A default function in the BU template code that is used to send data packets between the BU and MU called BC_SendDataCommand, that can be found in BC_Application.c source-file. The BC_SendDataCommand takes four following inputs:

• cmd – Command • Address – MU address • data – Data buffer

• length - Length of the data buffer

• timeout – Timeout value for the packet transmission

BC_SendDataCommand creates a temporary packet tempPacket of type

MDLL_PacketData_t and inserts functions inputs to the respective structure location in

the tempPacket, see Section 4.2.1. By returning with function MDLL_sendPacket, with the

tempPacket as an input the BU will send the packet to addressed MU.

4.2.3 Receive data packet using BodyCom

Both BU and MU are provided with a command handler function from the template code, that takes care of receiving data packets from each other.
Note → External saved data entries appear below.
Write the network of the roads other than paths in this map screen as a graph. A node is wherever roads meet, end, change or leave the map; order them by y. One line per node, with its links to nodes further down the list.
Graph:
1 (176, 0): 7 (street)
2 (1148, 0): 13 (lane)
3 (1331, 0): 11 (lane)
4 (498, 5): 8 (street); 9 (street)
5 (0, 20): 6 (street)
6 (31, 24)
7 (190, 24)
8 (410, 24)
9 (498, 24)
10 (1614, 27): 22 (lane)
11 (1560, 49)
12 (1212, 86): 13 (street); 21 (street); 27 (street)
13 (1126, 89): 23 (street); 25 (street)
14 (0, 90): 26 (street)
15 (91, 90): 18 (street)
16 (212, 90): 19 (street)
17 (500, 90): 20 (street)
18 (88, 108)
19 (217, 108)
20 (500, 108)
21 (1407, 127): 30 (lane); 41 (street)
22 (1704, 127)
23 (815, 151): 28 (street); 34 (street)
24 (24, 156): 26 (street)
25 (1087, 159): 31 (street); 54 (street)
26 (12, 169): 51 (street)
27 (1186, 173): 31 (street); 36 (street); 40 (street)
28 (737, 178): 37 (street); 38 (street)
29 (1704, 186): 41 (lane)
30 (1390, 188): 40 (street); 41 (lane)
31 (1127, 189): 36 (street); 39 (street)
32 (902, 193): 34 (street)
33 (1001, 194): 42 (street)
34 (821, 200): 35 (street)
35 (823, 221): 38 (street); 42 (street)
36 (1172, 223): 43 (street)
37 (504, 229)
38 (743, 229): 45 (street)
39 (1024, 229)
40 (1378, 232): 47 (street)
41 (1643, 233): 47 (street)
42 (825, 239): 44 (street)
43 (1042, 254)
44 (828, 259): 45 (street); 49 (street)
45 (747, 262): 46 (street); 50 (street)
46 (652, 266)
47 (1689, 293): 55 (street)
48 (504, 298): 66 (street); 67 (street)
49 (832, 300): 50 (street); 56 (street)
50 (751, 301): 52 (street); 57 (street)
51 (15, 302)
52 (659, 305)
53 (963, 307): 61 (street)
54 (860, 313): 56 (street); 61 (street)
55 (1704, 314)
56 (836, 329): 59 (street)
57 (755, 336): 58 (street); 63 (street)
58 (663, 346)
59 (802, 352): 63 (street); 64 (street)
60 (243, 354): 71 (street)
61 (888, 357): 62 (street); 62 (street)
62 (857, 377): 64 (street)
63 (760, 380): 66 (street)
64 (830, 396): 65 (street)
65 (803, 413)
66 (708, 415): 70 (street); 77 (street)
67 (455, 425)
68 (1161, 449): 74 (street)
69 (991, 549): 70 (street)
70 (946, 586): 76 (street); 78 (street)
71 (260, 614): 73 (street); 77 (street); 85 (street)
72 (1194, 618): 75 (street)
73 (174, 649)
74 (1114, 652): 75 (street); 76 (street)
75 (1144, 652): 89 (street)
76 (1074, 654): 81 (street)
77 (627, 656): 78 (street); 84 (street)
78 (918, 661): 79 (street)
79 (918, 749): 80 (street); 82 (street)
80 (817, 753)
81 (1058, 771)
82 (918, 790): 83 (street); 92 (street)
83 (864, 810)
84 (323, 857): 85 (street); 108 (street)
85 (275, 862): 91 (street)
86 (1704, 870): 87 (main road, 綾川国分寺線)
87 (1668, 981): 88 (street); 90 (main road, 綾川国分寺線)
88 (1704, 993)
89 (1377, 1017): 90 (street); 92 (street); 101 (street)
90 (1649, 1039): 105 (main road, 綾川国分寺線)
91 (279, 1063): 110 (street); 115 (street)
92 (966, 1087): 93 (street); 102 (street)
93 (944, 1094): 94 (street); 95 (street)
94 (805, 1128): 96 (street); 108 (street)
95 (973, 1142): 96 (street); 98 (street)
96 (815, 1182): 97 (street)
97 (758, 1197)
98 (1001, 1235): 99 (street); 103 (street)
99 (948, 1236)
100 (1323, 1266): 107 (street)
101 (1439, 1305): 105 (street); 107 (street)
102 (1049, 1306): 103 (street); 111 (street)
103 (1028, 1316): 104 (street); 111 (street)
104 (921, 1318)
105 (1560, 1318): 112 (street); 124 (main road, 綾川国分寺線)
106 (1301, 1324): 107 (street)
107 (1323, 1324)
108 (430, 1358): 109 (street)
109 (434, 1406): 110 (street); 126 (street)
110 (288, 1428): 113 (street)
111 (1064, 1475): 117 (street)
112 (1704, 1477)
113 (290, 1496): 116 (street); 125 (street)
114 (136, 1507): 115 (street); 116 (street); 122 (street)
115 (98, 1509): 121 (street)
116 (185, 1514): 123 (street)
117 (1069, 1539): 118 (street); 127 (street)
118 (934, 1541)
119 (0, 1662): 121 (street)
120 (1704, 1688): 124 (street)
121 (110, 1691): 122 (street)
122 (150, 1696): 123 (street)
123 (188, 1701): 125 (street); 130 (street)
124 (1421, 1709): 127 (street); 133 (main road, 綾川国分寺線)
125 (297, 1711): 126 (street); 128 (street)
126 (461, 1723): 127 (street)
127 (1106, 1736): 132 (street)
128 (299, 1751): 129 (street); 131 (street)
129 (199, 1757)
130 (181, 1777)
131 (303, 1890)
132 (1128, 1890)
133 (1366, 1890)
Basically, the command handler function checks if the MDLL_receiveDataPacket function returns a value that is larger than zero and by that indicates MU or BU have received a data packet. The received data packet is a global variable called MDLL_PacketDataBuffer of type MDLL_PacketData_t, that can be extracted by its structure for further desired use.

After receiving a data packet, MU uses similar functionality to BC_SendDataCommand, see Section 4.2.2, to respond back to the BU. BU default command handler outputs MU address after receiving a packet.

The MDLL_receiveDataPacket functions returning value acts as an indicator that the received data packet has arrived without any errors.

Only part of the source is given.